**About this task**
Report each line of the records below that uses the word "nodes".

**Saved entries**

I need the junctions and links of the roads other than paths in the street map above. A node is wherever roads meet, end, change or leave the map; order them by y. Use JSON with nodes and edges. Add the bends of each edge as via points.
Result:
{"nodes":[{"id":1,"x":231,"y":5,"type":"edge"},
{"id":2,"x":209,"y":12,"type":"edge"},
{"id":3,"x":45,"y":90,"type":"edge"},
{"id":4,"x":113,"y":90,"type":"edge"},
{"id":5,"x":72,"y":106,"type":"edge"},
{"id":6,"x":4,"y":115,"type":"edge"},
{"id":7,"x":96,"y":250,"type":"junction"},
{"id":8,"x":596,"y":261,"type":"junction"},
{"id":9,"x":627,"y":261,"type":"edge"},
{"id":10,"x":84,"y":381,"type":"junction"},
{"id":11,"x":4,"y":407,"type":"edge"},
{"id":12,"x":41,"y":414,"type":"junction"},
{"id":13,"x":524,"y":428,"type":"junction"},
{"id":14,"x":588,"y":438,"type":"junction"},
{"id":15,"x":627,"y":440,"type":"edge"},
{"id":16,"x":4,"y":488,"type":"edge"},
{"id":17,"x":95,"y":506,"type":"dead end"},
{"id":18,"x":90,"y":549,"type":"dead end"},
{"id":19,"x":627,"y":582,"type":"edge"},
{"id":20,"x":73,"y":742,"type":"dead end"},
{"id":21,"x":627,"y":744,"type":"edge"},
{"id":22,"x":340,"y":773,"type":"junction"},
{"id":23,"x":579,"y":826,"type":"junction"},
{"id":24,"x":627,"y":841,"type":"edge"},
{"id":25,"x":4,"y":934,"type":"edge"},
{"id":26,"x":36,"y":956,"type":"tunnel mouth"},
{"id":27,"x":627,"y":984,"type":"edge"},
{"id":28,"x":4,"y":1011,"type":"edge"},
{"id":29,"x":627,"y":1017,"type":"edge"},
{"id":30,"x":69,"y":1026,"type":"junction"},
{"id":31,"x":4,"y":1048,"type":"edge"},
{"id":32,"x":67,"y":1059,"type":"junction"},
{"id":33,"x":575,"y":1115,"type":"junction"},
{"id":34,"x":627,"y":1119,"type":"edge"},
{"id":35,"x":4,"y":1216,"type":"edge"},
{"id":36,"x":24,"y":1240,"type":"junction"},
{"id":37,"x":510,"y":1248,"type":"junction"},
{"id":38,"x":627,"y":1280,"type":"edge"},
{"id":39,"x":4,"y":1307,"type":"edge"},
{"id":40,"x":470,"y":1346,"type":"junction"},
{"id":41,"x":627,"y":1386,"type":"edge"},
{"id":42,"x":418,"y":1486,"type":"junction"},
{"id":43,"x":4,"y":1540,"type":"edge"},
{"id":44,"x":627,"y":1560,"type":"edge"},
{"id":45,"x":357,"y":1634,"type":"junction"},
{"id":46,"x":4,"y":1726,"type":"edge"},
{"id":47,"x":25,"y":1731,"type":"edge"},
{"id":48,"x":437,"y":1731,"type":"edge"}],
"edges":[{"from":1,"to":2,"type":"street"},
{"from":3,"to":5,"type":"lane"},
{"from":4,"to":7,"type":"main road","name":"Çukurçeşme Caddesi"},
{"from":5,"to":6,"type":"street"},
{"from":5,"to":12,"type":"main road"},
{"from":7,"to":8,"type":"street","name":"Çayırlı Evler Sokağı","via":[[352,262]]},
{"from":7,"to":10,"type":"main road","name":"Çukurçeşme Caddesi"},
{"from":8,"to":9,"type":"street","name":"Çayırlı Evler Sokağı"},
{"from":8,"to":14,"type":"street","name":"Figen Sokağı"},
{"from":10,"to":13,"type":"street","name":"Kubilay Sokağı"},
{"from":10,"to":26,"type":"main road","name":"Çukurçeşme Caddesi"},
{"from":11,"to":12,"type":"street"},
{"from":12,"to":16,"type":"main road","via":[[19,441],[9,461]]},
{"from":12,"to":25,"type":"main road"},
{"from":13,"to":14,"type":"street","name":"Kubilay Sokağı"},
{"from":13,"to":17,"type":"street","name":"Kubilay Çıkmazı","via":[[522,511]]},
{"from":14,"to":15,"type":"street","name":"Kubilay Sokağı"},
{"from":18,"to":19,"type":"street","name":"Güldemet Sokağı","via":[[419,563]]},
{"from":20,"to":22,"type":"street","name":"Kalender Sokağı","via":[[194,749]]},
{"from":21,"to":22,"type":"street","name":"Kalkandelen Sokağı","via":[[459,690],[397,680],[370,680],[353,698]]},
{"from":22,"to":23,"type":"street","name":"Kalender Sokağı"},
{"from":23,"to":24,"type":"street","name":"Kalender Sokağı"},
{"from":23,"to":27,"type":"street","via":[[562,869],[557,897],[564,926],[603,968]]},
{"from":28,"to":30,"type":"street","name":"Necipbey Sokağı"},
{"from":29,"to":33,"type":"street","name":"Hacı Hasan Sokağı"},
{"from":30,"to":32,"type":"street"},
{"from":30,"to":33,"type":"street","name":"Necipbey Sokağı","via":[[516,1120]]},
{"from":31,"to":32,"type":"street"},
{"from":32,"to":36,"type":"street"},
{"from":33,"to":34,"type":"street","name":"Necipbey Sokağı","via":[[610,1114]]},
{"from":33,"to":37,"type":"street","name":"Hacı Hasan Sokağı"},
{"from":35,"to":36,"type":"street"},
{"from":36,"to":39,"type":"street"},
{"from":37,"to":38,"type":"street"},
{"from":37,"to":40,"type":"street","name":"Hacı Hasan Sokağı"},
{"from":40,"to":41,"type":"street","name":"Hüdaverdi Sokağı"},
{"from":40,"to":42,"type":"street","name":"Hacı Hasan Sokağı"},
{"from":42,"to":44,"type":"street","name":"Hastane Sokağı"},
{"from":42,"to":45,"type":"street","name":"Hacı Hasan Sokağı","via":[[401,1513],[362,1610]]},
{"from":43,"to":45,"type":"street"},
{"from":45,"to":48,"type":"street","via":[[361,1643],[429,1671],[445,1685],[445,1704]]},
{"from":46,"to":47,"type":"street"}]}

**Completed task**
I need the junctions and links of the roads other than paths in the street map above. A node is wherever roads meet, end, change or leave the map; order them by y. Use JSON with nodes and edges. Add the bends of each edge as via points.
{"nodes":[{"id":1,"x":231,"y":5,"type":"edge"},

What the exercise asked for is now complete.